Mit Anna und Valeri fuhr ich 2002 fünfzig Kilometer auf dem Tunguska-Fluss, durch eine menschenleere Gegend zu einem Kinderlager, welches Anna in der Wildnis organisiert hatte. Anna ist Ethnologin. Sie hatte wie Angehörige der nördlichen Völker in St. Petersburg an einem Spezial-Institut für die Völker studiert.  

In dem Kinderlager wurden die Kinder in der ewenkischen Kultur unterrichtet. Sie malten Szenen aus dem Leben der Ewenken und lernten, wie man eine Vorratskammer aus Holz auf zwei Meter hohen Holzstämmen baut, damit die wilden Tiere sie nicht plündern können. 

Als ich Anna das letzte Mal sah, war sie Koordinatorin von sieben Kultur-Clubs in ewenkisch-russischen Dörfern. Ihr Engagement für die ewenkische Kultur führte sie 2019 sogar nach Genf auf einen UNO-Kongress der kleinen Völker.  
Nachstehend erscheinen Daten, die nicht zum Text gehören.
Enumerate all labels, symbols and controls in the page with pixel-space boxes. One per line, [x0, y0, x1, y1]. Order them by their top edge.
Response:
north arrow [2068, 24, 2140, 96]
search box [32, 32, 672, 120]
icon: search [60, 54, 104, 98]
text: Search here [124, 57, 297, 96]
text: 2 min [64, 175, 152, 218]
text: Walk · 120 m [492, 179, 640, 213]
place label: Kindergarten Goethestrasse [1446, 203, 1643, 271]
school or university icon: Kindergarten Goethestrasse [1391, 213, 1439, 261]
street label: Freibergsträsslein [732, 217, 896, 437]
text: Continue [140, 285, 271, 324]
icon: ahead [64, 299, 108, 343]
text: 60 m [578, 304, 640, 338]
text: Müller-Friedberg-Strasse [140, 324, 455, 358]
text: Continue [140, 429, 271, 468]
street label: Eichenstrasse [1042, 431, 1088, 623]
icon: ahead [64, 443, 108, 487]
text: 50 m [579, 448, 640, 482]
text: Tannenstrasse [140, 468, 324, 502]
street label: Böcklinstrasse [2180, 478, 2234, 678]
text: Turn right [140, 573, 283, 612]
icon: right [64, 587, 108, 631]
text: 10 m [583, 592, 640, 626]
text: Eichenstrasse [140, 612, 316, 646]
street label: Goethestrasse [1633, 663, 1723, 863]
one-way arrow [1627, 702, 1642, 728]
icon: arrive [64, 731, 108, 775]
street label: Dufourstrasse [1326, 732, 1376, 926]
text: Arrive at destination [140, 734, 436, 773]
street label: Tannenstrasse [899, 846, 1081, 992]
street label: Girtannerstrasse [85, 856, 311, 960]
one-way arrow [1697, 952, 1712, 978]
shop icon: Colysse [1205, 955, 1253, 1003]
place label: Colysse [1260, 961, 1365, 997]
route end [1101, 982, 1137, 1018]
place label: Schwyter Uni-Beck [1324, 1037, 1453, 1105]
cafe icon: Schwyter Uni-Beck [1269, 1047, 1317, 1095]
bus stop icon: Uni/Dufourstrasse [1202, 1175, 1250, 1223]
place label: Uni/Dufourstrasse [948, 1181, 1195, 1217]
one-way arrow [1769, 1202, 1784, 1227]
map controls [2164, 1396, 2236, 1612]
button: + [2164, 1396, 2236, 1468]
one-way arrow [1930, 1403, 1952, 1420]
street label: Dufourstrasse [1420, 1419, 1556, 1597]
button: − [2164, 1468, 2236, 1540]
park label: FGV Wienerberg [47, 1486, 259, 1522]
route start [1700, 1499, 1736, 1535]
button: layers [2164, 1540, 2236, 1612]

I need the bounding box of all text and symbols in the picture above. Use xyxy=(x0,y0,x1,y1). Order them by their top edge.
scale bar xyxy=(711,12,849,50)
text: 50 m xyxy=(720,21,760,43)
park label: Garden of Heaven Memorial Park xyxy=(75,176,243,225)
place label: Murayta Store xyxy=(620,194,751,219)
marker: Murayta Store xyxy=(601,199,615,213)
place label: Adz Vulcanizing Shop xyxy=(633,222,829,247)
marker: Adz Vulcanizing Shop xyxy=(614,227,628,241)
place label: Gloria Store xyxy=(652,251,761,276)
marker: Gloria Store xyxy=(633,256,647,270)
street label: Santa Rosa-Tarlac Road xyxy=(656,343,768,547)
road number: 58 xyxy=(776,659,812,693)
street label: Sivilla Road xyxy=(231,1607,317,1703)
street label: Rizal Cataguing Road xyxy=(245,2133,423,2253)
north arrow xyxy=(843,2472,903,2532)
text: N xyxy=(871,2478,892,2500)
Anfang der 1990er Jahre gab es unter vielen kleinen Völkern Russlands so etwas wie eine Aufbruchstimmung. Man besann sich auf die eigene Kultur und trat selbstbewusst auf. In den 1990er Jahren gab es allerdings auch Arbeitslosigkeit und sozialen Verfall. 2002 sah ich viele Alkoholiker, die in Holzhäusern vor sich hinvegetierten. Alkoholiker sah ich bei meiner zweiten Reise nicht mehr. Aber für eine gründlichere Recherche reichte die Zeit nicht. 

Aus dem autonomen Gebiet wurde ein Rayon

Bis zur Kolonisierung Sibiriens durch das Zarenreich im 17. Jahrhundert lebten in Ost-Sibirien die Ureinwohner, das waren neben den Ewenken auch Jakuten, Burjaten und andere ... (Weiterlesen in die Krähe Nr. 9)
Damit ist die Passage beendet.